--- Problem requirements ---
Please say how many lines below include the word "Left", with nothing beyond the number.

━━━━━ The records

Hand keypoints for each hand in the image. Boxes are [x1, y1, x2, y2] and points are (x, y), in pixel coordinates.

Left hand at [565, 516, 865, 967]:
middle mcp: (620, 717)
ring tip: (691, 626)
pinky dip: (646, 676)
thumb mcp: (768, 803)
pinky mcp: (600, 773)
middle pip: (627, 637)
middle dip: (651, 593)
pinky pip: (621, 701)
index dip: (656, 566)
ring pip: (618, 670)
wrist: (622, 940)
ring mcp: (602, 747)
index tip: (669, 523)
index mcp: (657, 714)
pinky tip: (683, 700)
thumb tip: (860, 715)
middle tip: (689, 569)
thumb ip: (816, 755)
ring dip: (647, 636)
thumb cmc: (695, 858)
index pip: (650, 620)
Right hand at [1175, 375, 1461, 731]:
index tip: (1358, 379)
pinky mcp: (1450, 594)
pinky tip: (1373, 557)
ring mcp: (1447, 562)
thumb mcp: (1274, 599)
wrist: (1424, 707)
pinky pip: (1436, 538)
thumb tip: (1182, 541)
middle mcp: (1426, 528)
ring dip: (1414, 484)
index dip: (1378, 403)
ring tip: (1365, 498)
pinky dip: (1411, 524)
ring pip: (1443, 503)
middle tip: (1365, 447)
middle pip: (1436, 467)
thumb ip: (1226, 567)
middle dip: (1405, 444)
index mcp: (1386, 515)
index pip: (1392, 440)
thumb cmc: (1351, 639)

━━━━━━━━━━
━━━━━ The records

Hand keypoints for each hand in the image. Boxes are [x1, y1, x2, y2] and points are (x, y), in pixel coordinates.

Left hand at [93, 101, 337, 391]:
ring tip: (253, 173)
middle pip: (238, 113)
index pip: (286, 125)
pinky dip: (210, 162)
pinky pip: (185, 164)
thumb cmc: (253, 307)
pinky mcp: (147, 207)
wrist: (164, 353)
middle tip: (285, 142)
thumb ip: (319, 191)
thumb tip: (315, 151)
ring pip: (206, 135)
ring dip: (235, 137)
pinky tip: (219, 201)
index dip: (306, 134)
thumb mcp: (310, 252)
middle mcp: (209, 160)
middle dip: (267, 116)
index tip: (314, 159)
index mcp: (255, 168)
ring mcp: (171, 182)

━━━━━━━━━━
━━━━━ The records

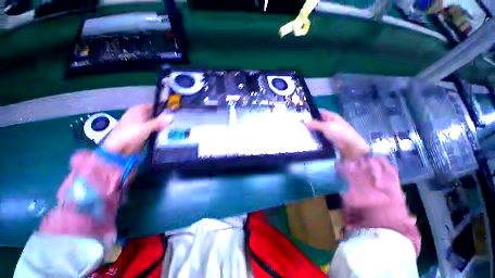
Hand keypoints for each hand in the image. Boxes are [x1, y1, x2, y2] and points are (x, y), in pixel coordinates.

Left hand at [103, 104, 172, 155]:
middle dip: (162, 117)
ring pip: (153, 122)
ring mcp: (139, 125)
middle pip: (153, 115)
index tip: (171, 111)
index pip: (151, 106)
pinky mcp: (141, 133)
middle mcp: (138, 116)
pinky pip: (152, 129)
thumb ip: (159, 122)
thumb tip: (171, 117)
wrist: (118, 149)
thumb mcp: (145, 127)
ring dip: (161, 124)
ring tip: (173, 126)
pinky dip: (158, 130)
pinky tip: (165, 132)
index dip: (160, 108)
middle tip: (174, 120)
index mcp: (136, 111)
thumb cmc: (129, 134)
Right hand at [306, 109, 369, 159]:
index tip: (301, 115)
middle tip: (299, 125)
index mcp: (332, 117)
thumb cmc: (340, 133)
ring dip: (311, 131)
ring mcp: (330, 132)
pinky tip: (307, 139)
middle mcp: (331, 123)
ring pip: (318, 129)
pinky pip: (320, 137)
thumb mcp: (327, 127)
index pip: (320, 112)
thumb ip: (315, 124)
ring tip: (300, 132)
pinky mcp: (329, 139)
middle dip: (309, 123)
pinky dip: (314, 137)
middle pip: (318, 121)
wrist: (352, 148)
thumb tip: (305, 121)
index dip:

━━━━━━━━━━

--- Answer to the exercise ---
3